The level and tissue bioconcentration of V, Mn, Fe, Co, Ni, Cu, Zn, As, Se, Mo, Ag, Cd and Pb were determined
in the viscera and shell of the freshwater snail, Melanoides tuberculata in the upstream and downstream of Alaro
stream, South West Nigeria. Trace metal concentrations in snail and sediment samples collected from six stations
were measured using an Inductively Coupled Plasma-Mass Spectrometry (ICP-MS).
The mean trace metal concentrations (ppm) of V, Mn, Fe, Co, Ni, Cu, Zn, As, Se, Mo, Ag, Cd and Pb in the
snail were estimated to be 2.10-3.26, 28.31-33.32, 1668.21-2398.43, 1.75-3.98, 6.18-8.12, 33.86-89.23, 12.10-
66.35, 0.78-0.96, 9.86-11.35, 1.44-1.73, 1.98-2.33, 2.88-3.22 and 10.12-14.12 respectively. The study shows that
M. tuberculata is capable of bioconcentrating trace metals in magnified quantity than that found in the sediment. The
tissue concentration pattern was correlated with the amount of trace metals in the sediments. Bioconcentration of
the trace metals V, Mn, Fe, Co, Ni, Cu, Zn, As, Se, Mo, Ag, Cd and Pb varied between the viscera and the shell with
the viscera having the highest concentration of all the trace metals. Results of the study indicate that ingestion of
sediments and algae may be the main uptake route of the trace metals in Melanoides tuberculata.

Keywords

Bioconcentration; Trace metals; Freshwater snail; Sediment; Alaro stream

Introduction

Trace metals in the aquatic environment can be traced to both natural and anthropogenic sources. Pollutants such as trace metals can be bioconcentrated by aquatic biota such as macrophytes, macroinvertebrates and fish [1]. Bioconcentration measurements refer to the monitoring of uptake and retention of pollutants like trace metals in the organs or tissues of organisms. Bioconcentration takes place if the rate of uptake of pollutants by organisms exceeds the rate of elimination or excretion [2,3]. When the chemicals bioconcentrated are toxic, bioconcentration becomes an environmental threat to the organism concerned. Hence toxicity occurs along the food chain when the contaminated species or substance is consumed or eaten by an organism on the higher trophic level [4].

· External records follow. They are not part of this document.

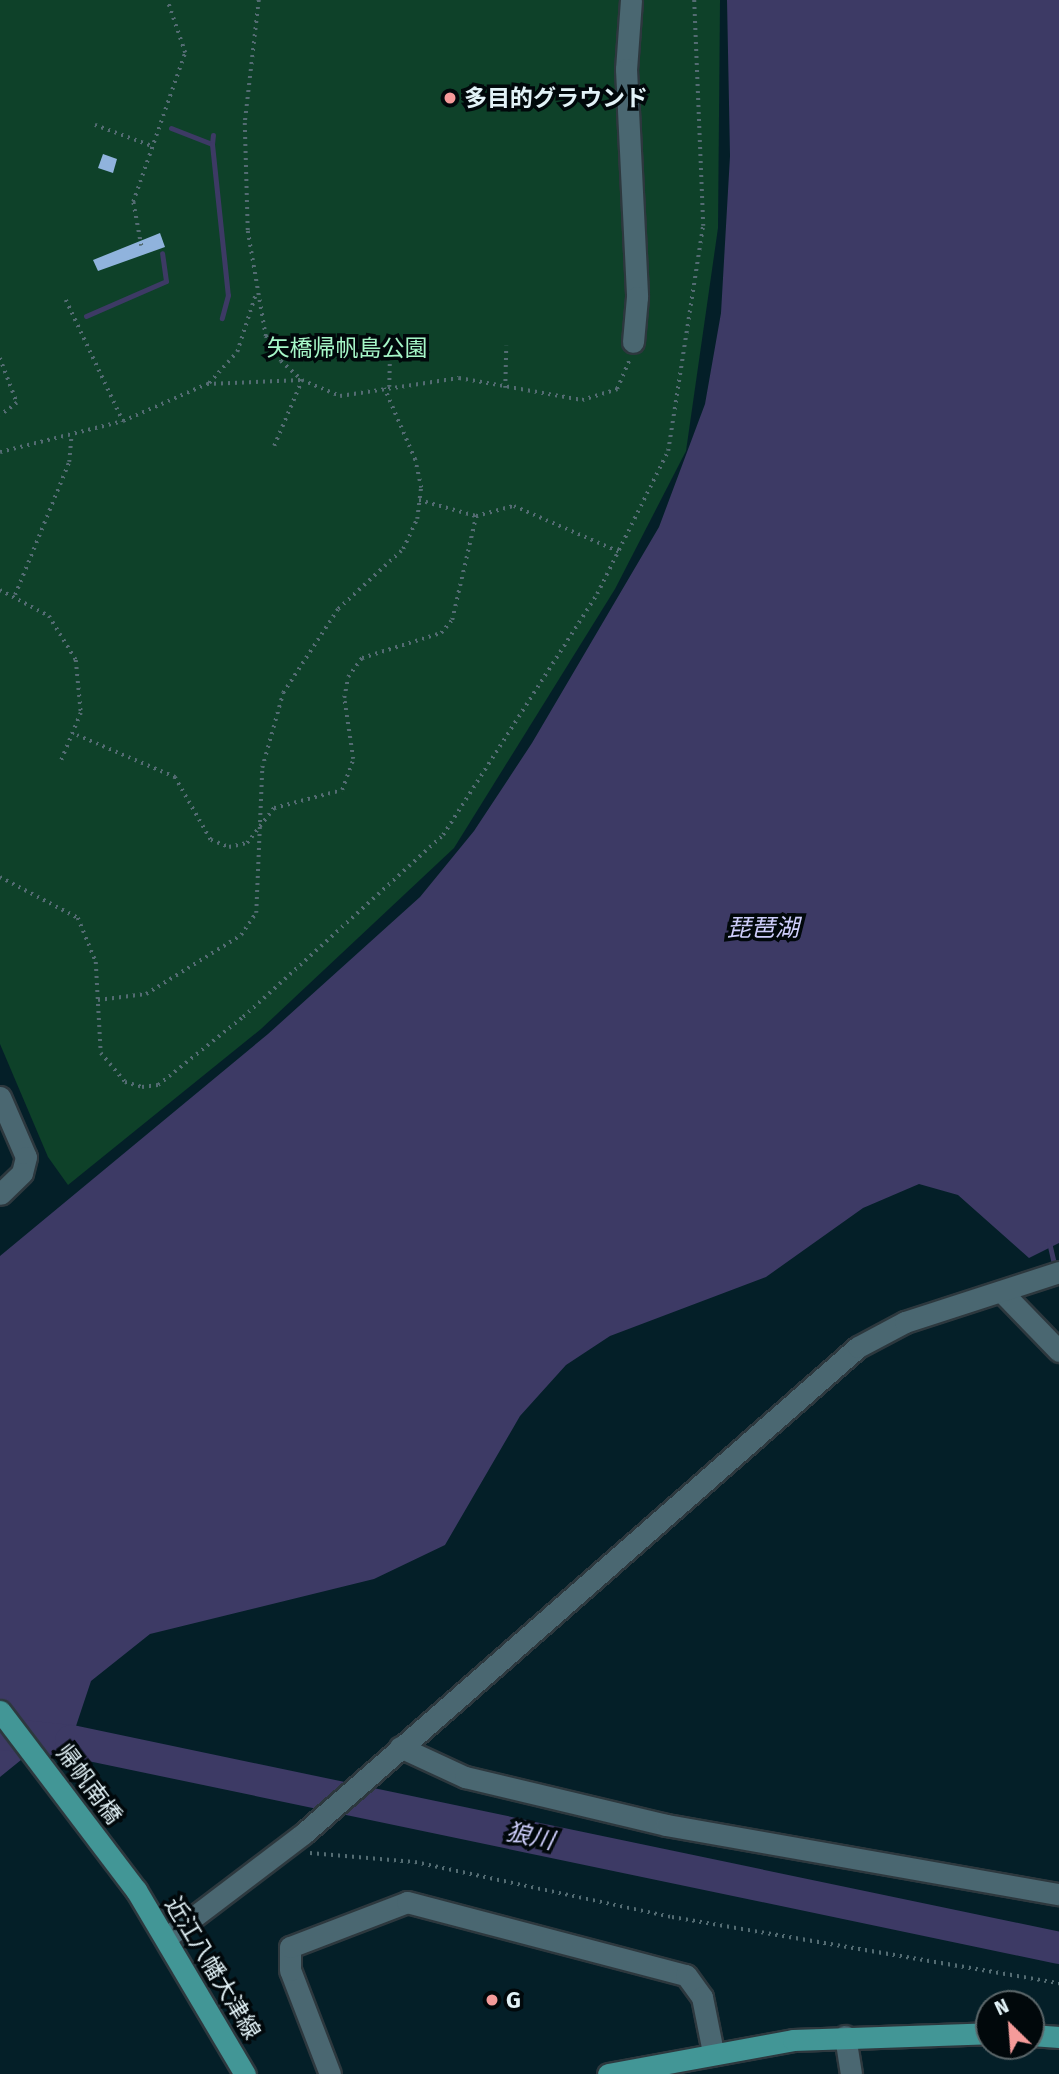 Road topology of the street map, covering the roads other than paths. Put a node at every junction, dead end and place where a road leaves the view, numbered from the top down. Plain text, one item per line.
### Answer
1 (631, 0) edge
2 (633, 342) road end
3 (0, 1097) edge
4 (0, 1194) edge
5 (1052, 1275) edge
6 (1002, 1292) junction
7 (1059, 1351) edge
8 (0, 1711) edge
9 (400, 1747) junction
10 (136, 1890) joint
11 (1059, 1894) edge
12 (166, 1938) junction
13 (975, 2033) edge
14 (845, 2036) junction
15 (713, 2052) junction
16 (245, 2074) edge
17 (330, 2074) edge
18 (608, 2074) edge
19 (851, 2074) edge

1 - 2 street
3 - 4 street
5 - 6 street
6 - 7 street
6 - 9 street
8 - 10 main road, 帰帆南橋
9 - 11 street
9 - 12 street
10 - 12 main road, 近江八幡大津線
12 - 16 main road, 近江八幡大津線
13 - 14 main road
14 - 15 main road
14 - 19 street
15 - 17 street
15 - 18 main road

Terrestrial and aquatic molluscs are widely used as bioindicators due to their seeming reflection of environmental trace metal contamination [5]. Trace metals that are either essential or non-essential have been known to be highly tissue concentrated by invertebrates especially mollusca species [6]. Mussels can accumulate Cd in their tissues in the magnitude of up to 100,000 times higher than that found in the water in which they live [7]. Bioconcentration of trace metals and other pollutants has been reported in snail species such as Helix aspersa, Leptoxis praerosa and Lymnaea stagnalis [8,9].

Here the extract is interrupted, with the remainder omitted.